It began as a crowd-pleasing tirade from President Trump to an overwhelmingly white, conservative crowd in Alabama. But even before dozens of N.F.L. players knelt in silent protest on Sunday, Mr. Trump’s remarks had spiraled into a national uproar over race, patriotism and free speech, with an unpredictable political trajectory.
It is not yet clear whether most Americans are likely to sympathize with Mr. Trump, and his caustic scolding of the athletes, overwhelmingly black, who engage in certain forms of dissent, or with players who have pushed back against Mr. Trump and called his criticism inappropriate and demeaning.

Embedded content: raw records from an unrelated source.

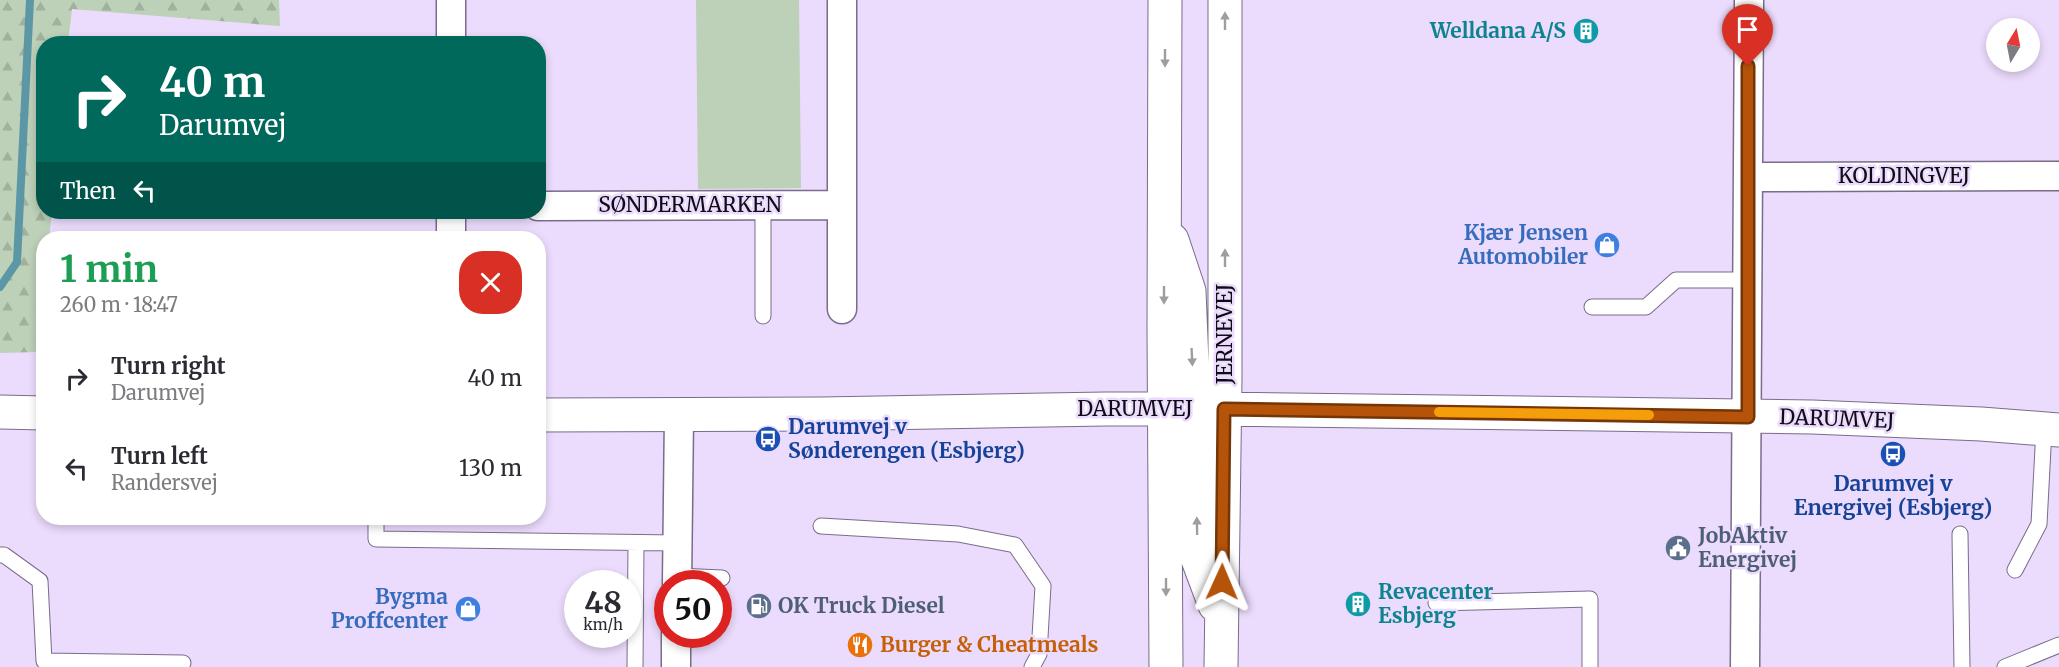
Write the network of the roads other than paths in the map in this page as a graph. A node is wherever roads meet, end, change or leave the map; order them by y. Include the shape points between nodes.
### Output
1 (450, 0) edge
2 (843, 0) edge
3 (1165, 0) edge
4 (1225, 0) edge
5 (1749, 0) edge
6 (451, 36) edge
7 (2059, 176) edge
8 (1748, 177) junction
9 (763, 205) junction
10 (842, 205) junction
11 (546, 206) edge
12 (1164, 219) junction
13 (1748, 280) junction
14 (1592, 307) dead end
15 (842, 309) dead end
16 (763, 316) dead end
17 (1165, 408) junction
18 (1224, 409) junction
19 (0, 412) edge
20 (36, 413) edge
21 (546, 415) edge
22 (679, 415) junction
23 (1748, 417) junction
24 (2052, 429) edge
25 (376, 525) edge
26 (821, 526) dead end
27 (1960, 534) dead end
28 (636, 543) junction
29 (677, 543) junction
30 (0, 555) edge
31 (677, 570) edge
32 (2015, 570) dead end
33 (1437, 603) dead end
34 (1222, 622) junction
35 (2059, 645) edge
36 (676, 648) edge
37 (183, 663) dead end
38 (635, 667) edge
39 (676, 667) edge
40 (1032, 667) edge
41 (1166, 667) edge
42 (1221, 667) edge
43 (1590, 667) edge
44 (1745, 667) edge
45 (1962, 667) edge
46 (2005, 667) edge

1 - 6 street
2 - 10 street
3 -> 12 main road
18 -> 4 main road, JERNEVEJ
5 - 8 street
7 - 8 street, KOLDINGVEJ
8 - 13 street
9 - 10 street, SØNDERMARKEN
9 - 11 street, SØNDERMARKEN
9 - 16 lane
10 - 15 street
12 -> 17 main road
12 -> 18 main road via 1189,291 1193,387
13 - 14 lane via 1676,280 1646,307
13 - 23 street
17 - 18 main road, DARUMVEJ
17 - 22 main road, DARUMVEJ
34 -> 17 main road via 1197,557 1197,430
17 -> 41 main road
18 - 23 main road, DARUMVEJ
18 - 34 main road, JERNEVEJ
19 - 20 main road
21 - 22 main road, DARUMVEJ
22 - 29 street
23 - 24 main road, DARUMVEJ
23 - 44 street
24 - 32 lane via 2039,524
25 - 28 lane via 376,538
26 - 40 lane via 958,534 1015,544 1043,585 1040,654
27 - 45 lane
28 - 29 lane
28 - 38 lane
29 - 31 street
30 - 37 lane via 40,581 44,661
33 - 43 lane via 1590,599
34 - 42 main road, JERNEVEJ
35 - 46 lane
36 - 39 street

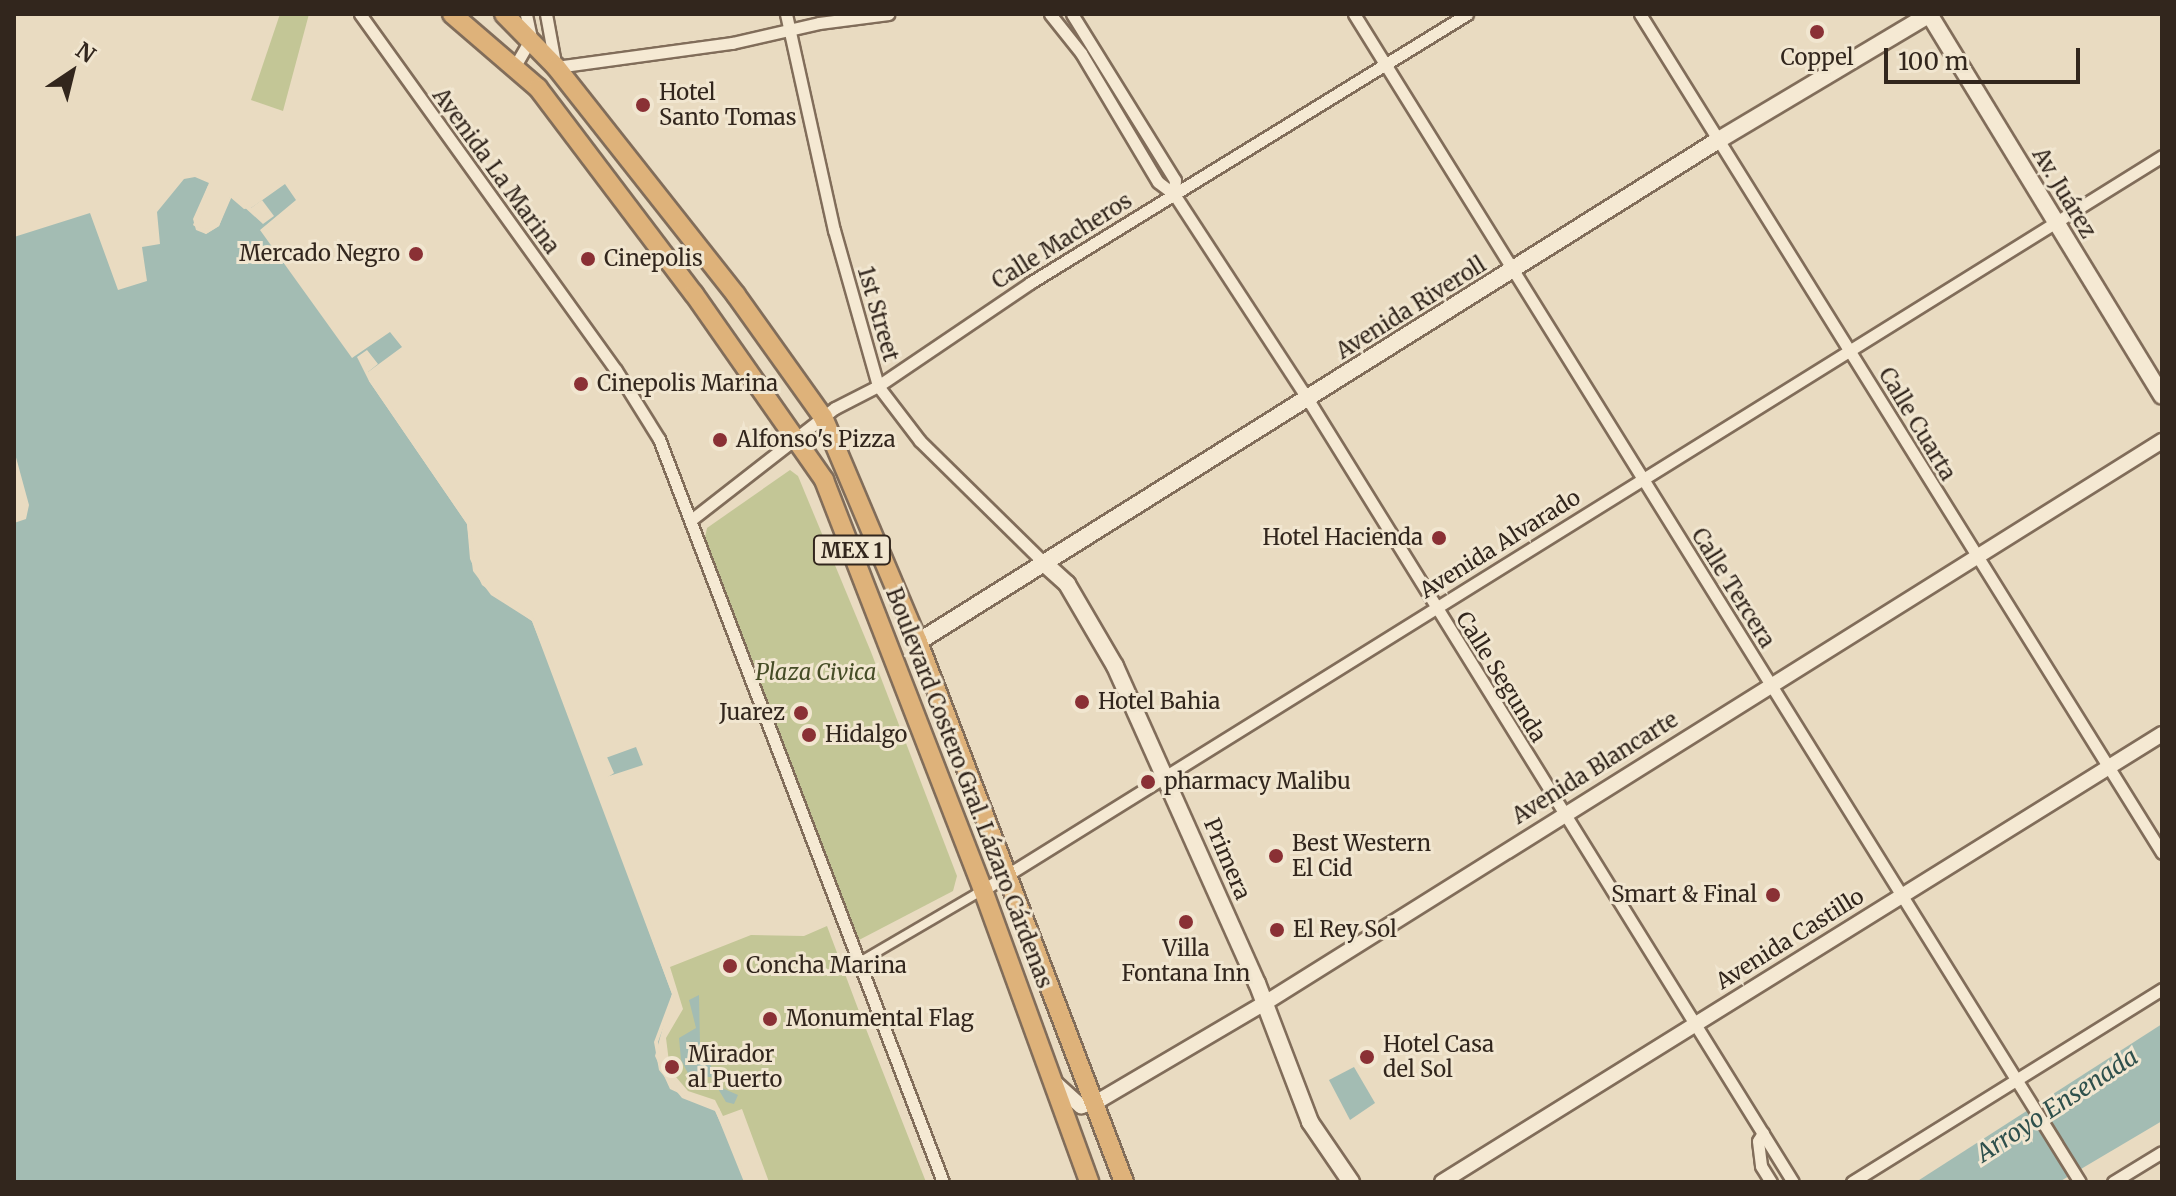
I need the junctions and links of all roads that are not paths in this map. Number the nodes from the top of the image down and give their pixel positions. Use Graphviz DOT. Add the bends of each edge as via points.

But by savaging individual athletes — including Colin Kaepernick, the former quarterback of the San Francisco 49ers, and Stephen Curry of the Golden State Warriors — and calling for the firing of those who bring protest onto the field, Mr. Trump created a larger moment of choosing sides that brought sports uncomfortably and unavoidably into the nation’s political divide.
Little more than a month after the furor around Mr. Trump’s reaction to a white supremacist march in Virginia, the president has set off, deliberately or not, a new debate on race and protest, one far blunter and less sanitized than the earnest conversations sometimes moderated by television hosts, or the unity-exalting speeches favored by mainstream politicians.